El padre Ambrose y Cielo Riveros, que habían seguido a una
distancia respetuosa al marido afrentado, presenciaron desde
la puerta entreabierta el desarrollo de la extraña refriega.
En cuanto se levantó el violador, Cielo Riveros y Ambrose lo
reconocieron al instante; de hecho, aquélla tenía, como ya
sabe el lector, buenas razones para recordar el enorme
colgajo que se balanceaba empapado entre sus piernas.
Los dos, a los que les unía un mismo interés por
mantenerse en silencio, cruzaron una mirada, lo suficiente
para decirse que debían ser discretos, y se retiraron antes de
que la mujer ultrajada, al hacer cualquier movimiento,
descubriera su proximidad.
Transcurrieron varios días antes de que la pobre Mistress
Verbouc se encontrara lo bastante recuperada como para
levantarse. La conmoción que habían sufrido sus nervios era
tremenda, y de no ser por el trato amable y conciliador de su
marido, no habría sido capaz de soportar la situación.

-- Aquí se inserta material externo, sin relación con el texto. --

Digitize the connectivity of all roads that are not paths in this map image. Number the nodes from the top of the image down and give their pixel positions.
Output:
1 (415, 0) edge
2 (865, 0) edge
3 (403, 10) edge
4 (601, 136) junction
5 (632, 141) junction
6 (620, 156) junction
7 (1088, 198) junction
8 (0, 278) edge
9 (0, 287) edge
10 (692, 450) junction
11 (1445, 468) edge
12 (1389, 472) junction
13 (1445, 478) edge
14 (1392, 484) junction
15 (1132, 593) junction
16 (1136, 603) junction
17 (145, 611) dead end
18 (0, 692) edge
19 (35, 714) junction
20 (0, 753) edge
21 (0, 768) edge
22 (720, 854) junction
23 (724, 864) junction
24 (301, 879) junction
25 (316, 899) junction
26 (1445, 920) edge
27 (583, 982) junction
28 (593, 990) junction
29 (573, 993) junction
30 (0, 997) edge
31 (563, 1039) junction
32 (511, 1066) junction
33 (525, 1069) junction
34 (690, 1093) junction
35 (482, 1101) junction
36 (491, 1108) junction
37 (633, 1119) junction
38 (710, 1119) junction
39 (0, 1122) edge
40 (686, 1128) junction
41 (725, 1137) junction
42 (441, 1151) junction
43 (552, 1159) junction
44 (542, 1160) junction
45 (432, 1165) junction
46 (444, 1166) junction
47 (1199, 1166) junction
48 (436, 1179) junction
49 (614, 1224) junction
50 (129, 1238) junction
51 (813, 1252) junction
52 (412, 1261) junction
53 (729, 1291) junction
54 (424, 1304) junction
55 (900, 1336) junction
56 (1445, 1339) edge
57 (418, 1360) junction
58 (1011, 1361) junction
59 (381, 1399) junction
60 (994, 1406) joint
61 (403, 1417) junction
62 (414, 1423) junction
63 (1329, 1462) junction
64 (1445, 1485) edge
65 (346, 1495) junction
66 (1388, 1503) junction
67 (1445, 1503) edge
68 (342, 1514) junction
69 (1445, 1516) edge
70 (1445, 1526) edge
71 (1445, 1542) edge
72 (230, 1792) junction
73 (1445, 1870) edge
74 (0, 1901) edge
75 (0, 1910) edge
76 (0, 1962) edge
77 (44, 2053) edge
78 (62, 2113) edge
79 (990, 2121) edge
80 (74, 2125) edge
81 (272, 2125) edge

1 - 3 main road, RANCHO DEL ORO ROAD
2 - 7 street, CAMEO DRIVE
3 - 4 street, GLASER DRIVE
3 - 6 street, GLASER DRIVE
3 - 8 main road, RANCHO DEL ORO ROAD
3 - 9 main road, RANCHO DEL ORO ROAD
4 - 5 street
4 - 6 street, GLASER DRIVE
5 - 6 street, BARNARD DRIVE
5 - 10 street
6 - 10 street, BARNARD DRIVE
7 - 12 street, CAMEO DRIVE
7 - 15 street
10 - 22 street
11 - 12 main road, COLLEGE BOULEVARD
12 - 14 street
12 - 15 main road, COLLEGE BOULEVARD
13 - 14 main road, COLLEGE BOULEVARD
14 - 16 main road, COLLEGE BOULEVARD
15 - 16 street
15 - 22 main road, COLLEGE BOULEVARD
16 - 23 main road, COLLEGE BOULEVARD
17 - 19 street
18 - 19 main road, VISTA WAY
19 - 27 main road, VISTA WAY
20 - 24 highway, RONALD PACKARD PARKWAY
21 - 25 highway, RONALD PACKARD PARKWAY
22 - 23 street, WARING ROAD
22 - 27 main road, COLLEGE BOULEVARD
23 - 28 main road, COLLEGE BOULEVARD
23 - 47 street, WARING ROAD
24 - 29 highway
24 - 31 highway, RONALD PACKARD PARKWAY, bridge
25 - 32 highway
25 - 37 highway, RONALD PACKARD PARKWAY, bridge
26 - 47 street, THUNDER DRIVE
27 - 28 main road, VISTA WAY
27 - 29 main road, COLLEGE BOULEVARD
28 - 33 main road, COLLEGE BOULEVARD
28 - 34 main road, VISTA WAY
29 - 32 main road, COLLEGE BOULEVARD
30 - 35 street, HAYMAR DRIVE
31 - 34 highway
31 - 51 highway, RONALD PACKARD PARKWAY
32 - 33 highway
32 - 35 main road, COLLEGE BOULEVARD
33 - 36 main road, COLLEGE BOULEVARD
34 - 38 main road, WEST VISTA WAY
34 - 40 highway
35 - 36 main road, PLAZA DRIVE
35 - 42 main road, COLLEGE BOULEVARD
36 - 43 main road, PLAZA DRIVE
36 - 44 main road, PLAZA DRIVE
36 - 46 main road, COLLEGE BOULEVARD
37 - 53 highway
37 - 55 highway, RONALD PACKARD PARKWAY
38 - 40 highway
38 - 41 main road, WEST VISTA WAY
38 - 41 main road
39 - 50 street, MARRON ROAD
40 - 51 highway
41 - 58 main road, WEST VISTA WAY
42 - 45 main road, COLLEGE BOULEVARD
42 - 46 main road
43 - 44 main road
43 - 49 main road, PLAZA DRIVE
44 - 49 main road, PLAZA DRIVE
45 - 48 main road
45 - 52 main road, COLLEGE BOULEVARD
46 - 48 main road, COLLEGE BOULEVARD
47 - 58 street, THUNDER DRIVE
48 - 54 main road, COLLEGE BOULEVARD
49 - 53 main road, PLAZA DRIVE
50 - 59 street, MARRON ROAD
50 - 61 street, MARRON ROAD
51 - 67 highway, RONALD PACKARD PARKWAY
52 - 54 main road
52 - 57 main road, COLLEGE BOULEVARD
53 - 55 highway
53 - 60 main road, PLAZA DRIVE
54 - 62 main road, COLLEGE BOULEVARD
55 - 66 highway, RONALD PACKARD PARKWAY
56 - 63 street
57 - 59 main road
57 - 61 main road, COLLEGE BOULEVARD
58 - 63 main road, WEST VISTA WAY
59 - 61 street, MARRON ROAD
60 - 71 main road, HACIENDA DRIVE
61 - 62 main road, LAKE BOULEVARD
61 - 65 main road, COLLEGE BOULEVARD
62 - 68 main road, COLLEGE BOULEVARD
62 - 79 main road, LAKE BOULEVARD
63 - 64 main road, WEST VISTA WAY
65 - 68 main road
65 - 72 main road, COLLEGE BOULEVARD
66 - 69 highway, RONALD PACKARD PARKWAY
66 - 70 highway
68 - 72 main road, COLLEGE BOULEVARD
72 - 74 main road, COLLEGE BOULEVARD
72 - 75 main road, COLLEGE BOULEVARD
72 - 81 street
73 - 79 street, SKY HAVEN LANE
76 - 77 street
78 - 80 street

Mister Verbouc tenía sus razones para dejar pasar el
asunto, y no permitió que consideración alguna lo abrumara
más de lo conveniente.
El día después de la catástrofe que acabo de describir,
Mister Verbouc recibió una visita de su querido amigo y
vecino Mister Delmont, y tras permanecer reunidos, a solas
los dos, durante más de una hora, se despidieron con
radiantes sonrisas y derrochando cumplidos.
Uno había vendido a su sobrina y el otro creía haber
comprado una virginidad, esa preciada joya.
Cuando el tío de Cielo Riveros anunció, esa noche, que el trato se
había cerrado y el asunto había quedado debidamente
arreglado, hubo gran regocijo entre los conspiradores.
El padre Ambrose tomó posesión de inmediato de dicha
virginidad, e introduciendo en la muchacha su miembro cuan
largo era, procedió, según su explicación, a mantener caliente
el lugar, mientras Mister Verbouc, como siempre,
reservándose hasta que su cofrade hubiera acabado, atacó
después la misma fortaleza musgosa, como él mismo expresó
con guasa, sólo para lubricar y facilitar el paso a su nuevo
amigo.
A continuación ultimaron todos los detalles y el grupo se
separó, confiados en el éxito de su estratagema.